=== EXCERPTED RECORDS ===

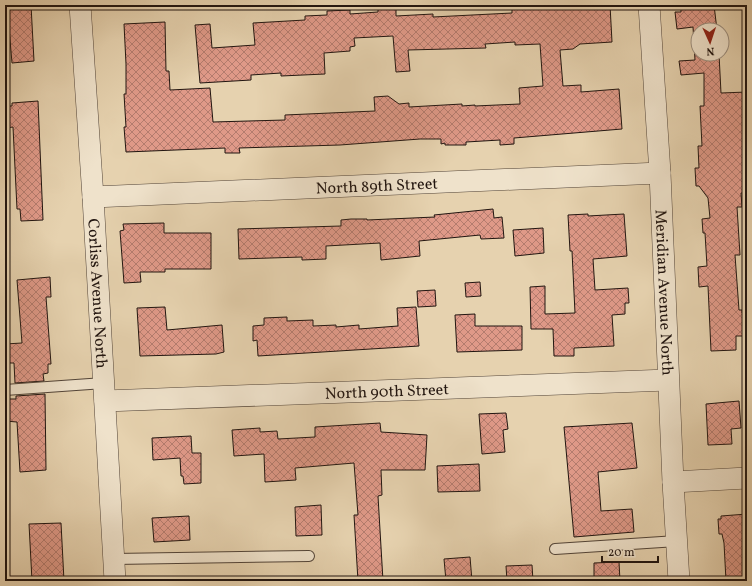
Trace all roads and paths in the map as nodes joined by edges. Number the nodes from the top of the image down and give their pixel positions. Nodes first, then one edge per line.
1 (80, 5) edge
2 (649, 5) edge
3 (660, 173) junction
4 (93, 197) junction
5 (668, 380) junction
6 (5, 390) edge
7 (104, 392) junction
8 (747, 478) edge
9 (673, 482) junction
10 (677, 541) junction
11 (555, 549) dead end
12 (309, 556) dead end
13 (114, 559) junction
14 (115, 581) edge
15 (679, 581) edge

1 - 4 street, Corliss Avenue North
2 - 3 street, Meridian Avenue North
3 - 4 street, North 89th Street
3 - 5 street, Meridian Avenue North
4 - 7 street, Corliss Avenue North
5 - 7 street, North 90th Street
5 - 9 street, Meridian Avenue North
6 - 7 lane
7 - 13 street, Corliss Avenue North
8 - 9 street
9 - 10 street, Meridian Avenue North
10 - 11 lane
10 - 15 street, Meridian Avenue North
12 - 13 lane
13 - 14 street, Corliss Avenue North

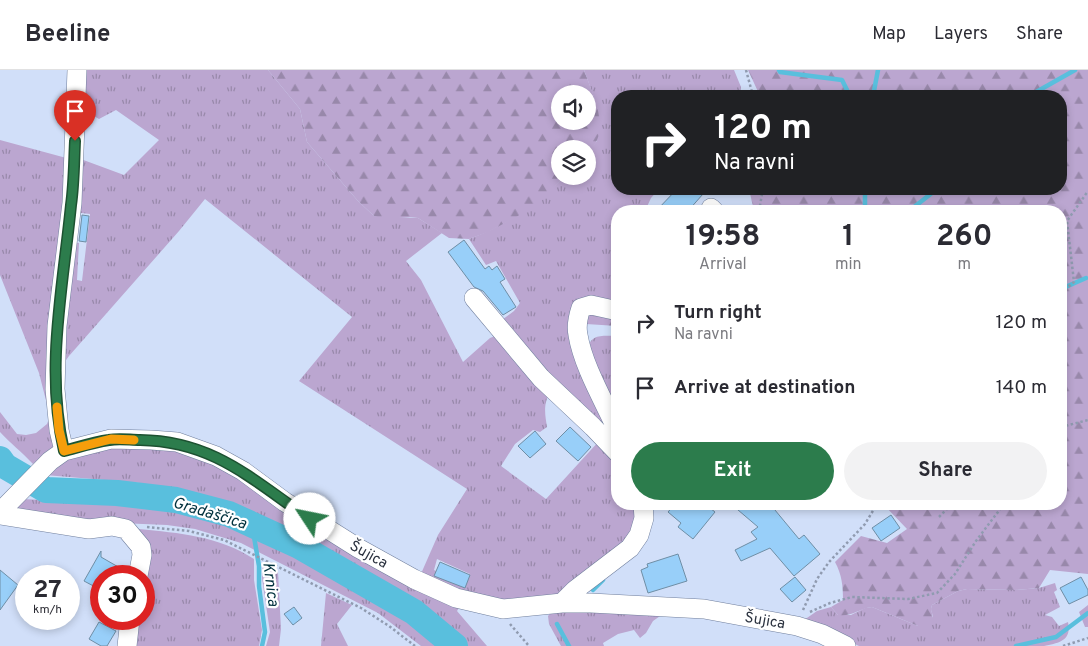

===

PROBLEM DESCRIPTION: The data above must be given back verbatim, minus its images.

EXERCISE ANSWER:
Trace all roads and paths in the map as nodes joined by edges. Number the nodes from the top of the image down and give their pixel positions. Nodes first, then one edge per line.
1 (80, 5) edge
2 (649, 5) edge
3 (660, 173) junction
4 (93, 197) junction
5 (668, 380) junction
6 (5, 390) edge
7 (104, 392) junction
8 (747, 478) edge
9 (673, 482) junction
10 (677, 541) junction
11 (555, 549) dead end
12 (309, 556) dead end
13 (114, 559) junction
14 (115, 581) edge
15 (679, 581) edge

1 - 4 street, Corliss Avenue North
2 - 3 street, Meridian Avenue North
3 - 4 street, North 89th Street
3 - 5 street, Meridian Avenue North
4 - 7 street, Corliss Avenue North
5 - 7 street, North 90th Street
5 - 9 street, Meridian Avenue North
6 - 7 lane
7 - 13 street, Corliss Avenue North
8 - 9 street
9 - 10 street, Meridian Avenue North
10 - 11 lane
10 - 15 street, Meridian Avenue North
12 - 13 lane
13 - 14 street, Corliss Avenue North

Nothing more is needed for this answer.